** Opening Entries shown block **

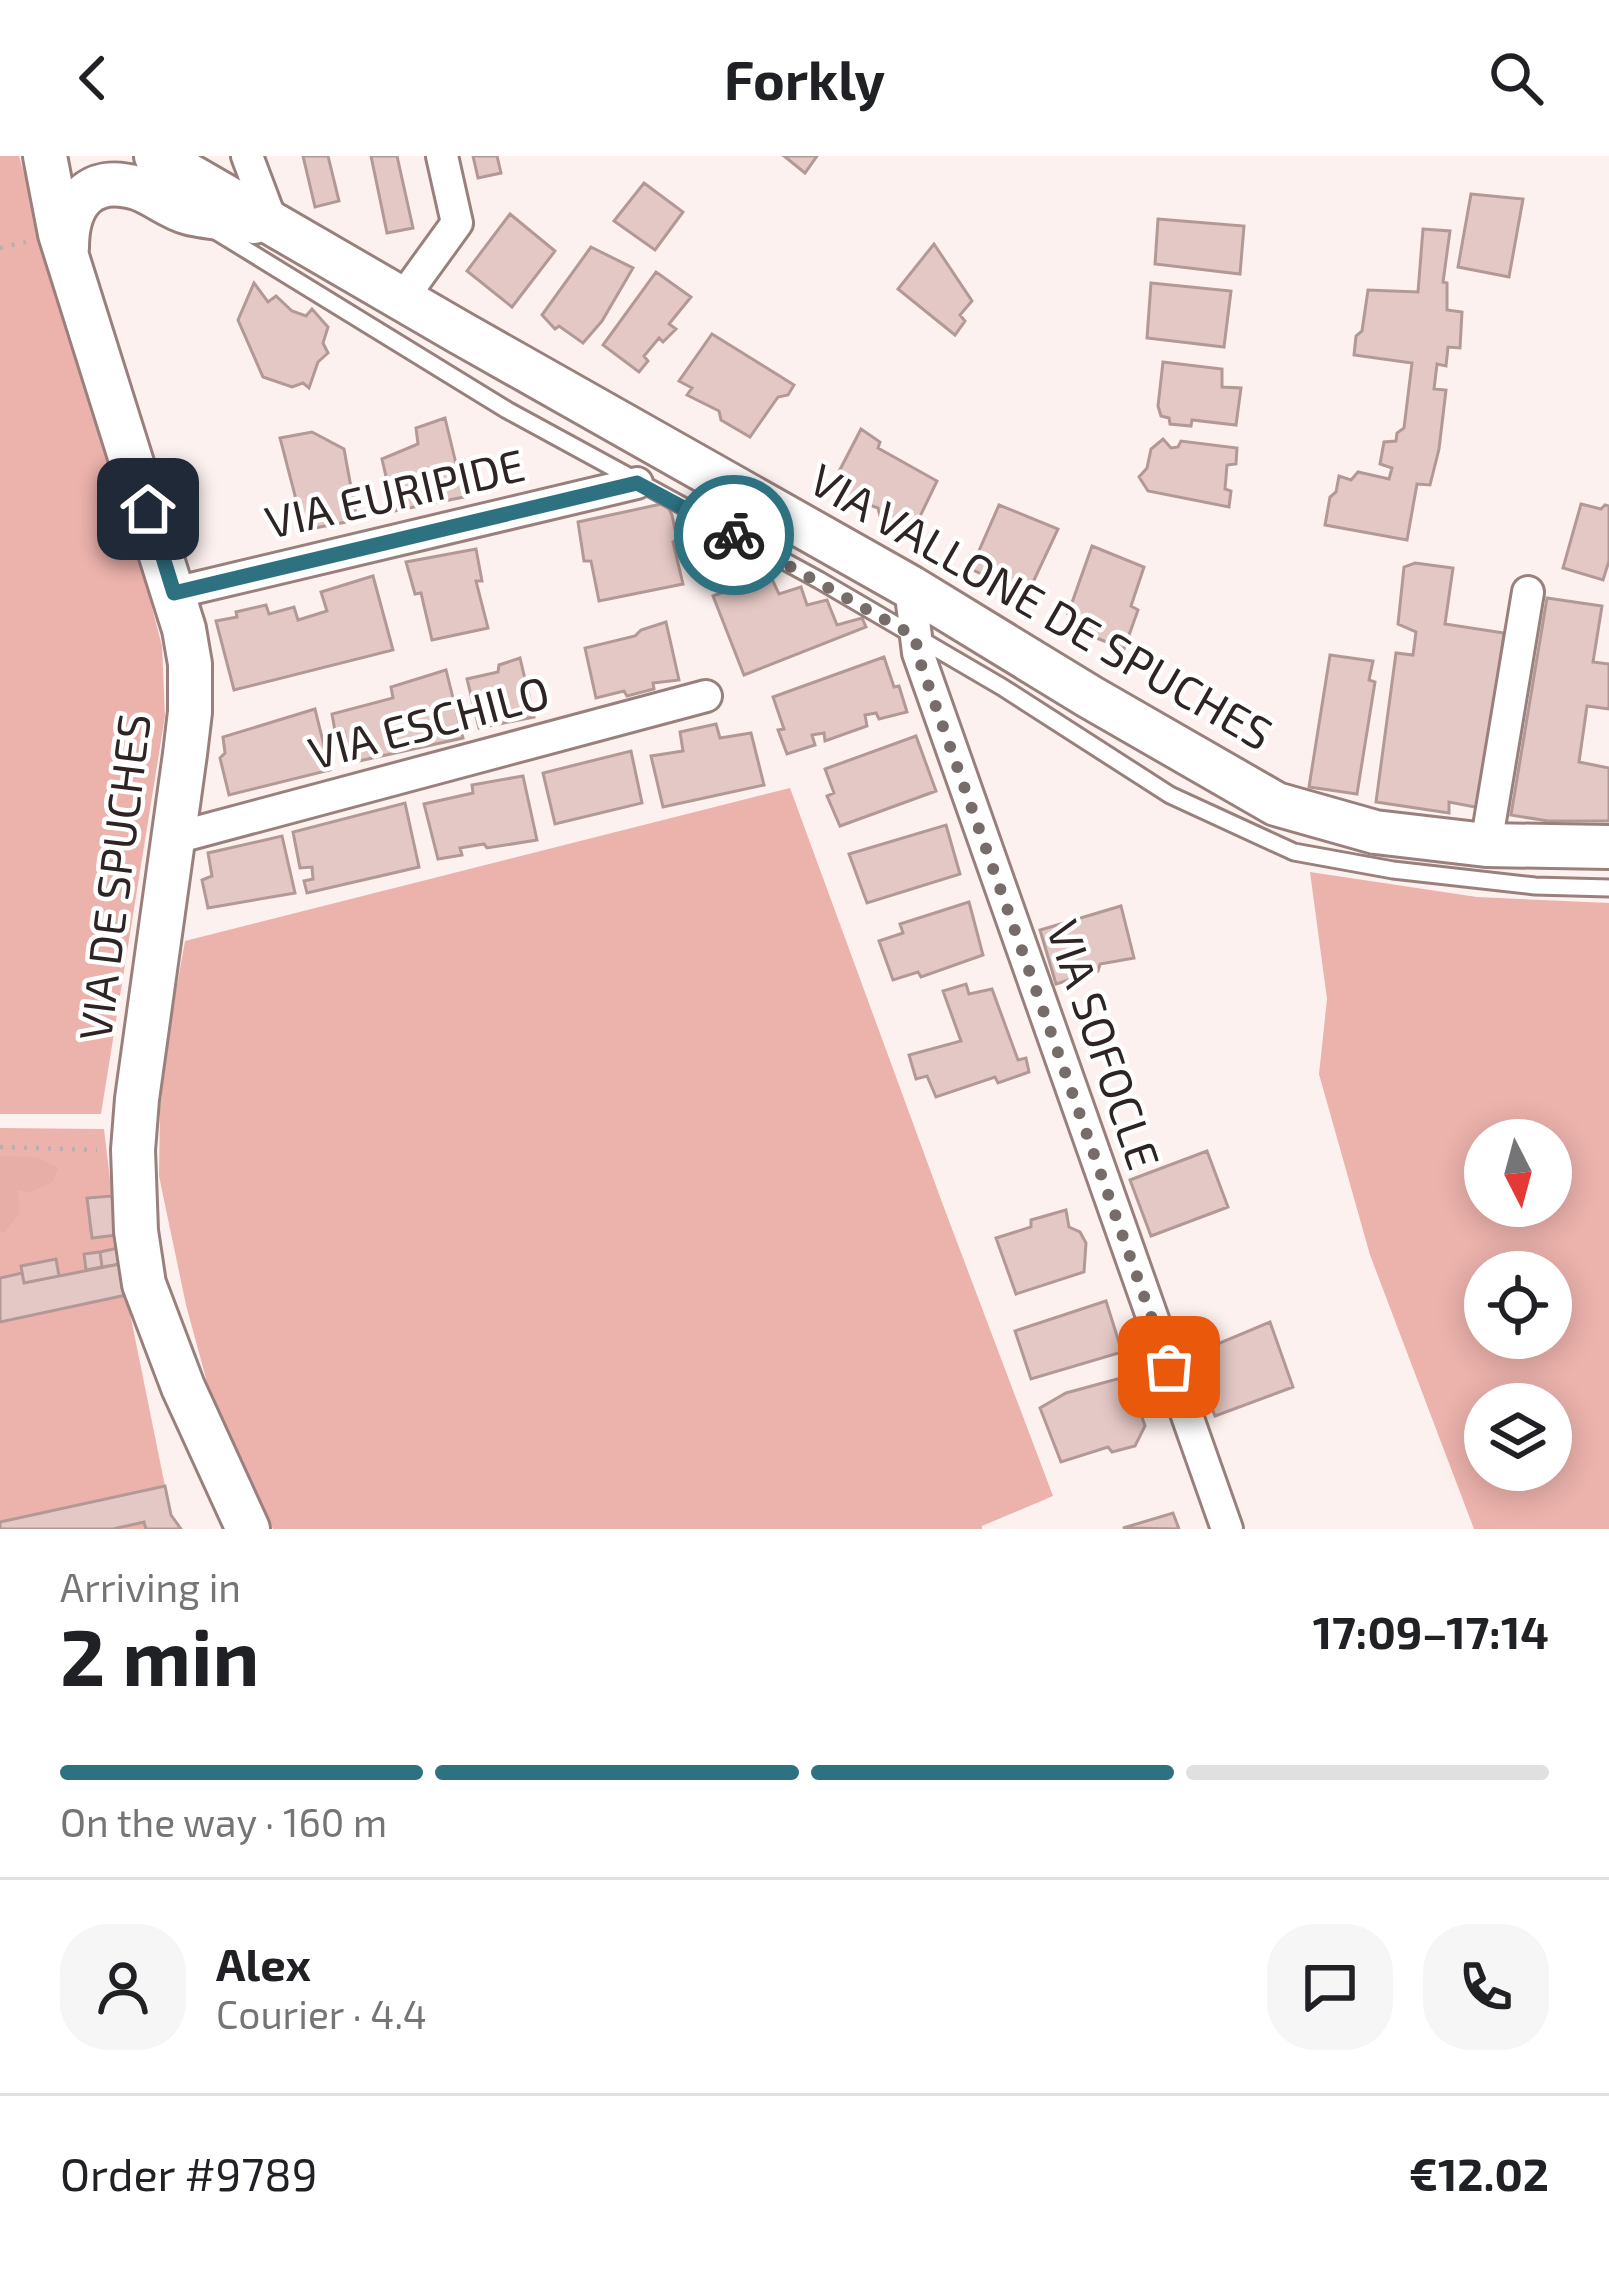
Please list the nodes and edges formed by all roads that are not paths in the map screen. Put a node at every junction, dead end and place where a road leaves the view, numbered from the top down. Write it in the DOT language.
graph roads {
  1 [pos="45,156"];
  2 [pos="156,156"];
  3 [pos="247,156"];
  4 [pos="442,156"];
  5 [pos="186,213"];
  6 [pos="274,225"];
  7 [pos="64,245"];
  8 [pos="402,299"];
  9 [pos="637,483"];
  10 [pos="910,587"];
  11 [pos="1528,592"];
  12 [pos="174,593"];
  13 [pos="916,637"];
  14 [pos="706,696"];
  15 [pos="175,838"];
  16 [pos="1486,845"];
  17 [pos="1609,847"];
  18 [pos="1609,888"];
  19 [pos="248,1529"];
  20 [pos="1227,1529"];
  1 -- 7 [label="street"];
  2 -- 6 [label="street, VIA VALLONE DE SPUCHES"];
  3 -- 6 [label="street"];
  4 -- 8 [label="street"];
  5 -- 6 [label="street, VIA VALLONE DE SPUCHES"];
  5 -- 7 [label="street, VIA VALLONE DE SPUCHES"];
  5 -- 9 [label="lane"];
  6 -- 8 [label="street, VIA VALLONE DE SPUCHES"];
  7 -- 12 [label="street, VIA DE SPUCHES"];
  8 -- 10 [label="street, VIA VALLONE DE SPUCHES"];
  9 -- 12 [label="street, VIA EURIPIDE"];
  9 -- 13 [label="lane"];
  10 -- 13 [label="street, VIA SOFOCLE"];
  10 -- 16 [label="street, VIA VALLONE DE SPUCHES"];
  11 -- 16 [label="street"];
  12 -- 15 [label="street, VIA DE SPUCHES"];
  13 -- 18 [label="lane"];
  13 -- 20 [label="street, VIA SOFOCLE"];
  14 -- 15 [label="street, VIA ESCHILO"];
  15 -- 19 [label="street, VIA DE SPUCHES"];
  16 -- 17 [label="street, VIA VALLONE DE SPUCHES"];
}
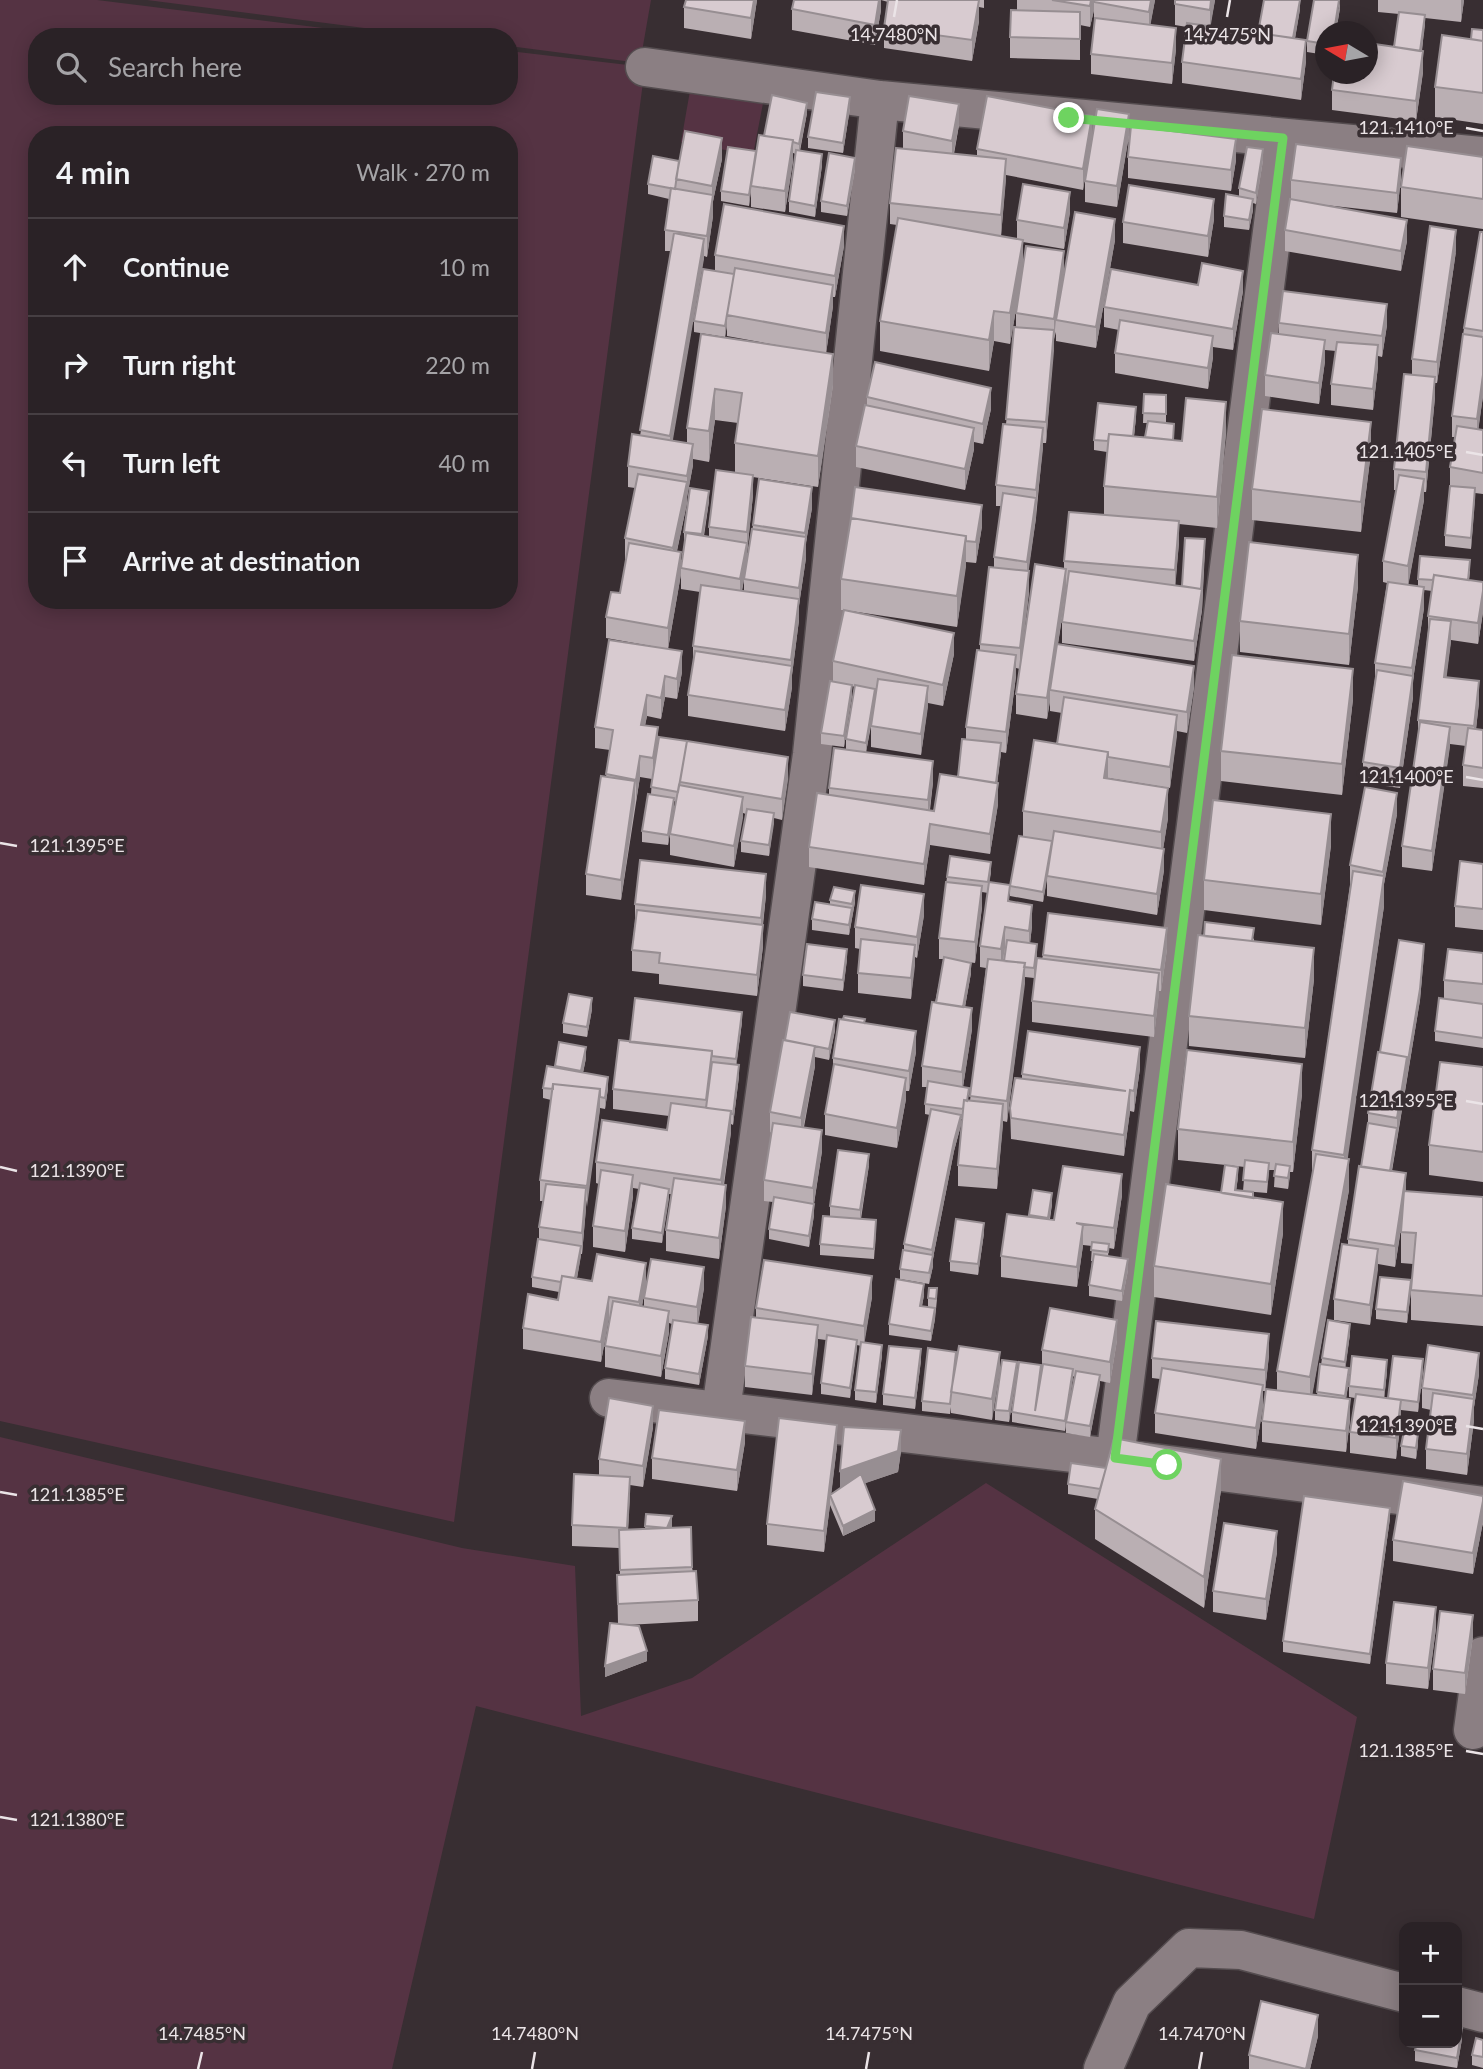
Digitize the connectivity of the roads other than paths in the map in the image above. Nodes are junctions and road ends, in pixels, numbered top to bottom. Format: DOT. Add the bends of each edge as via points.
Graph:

** Closing Entries shown block **

A faithful copy is required of the lines from the one with "Digitize the connectivity" through the last line of the data; please add nothing.

**Result**
Digitize the connectivity of the roads other than paths in the map in the image above. Nodes are junctions and road ends, in pixels, numbered top to bottom. Format: DOT. Add the bends of each edge as via points.
Graph:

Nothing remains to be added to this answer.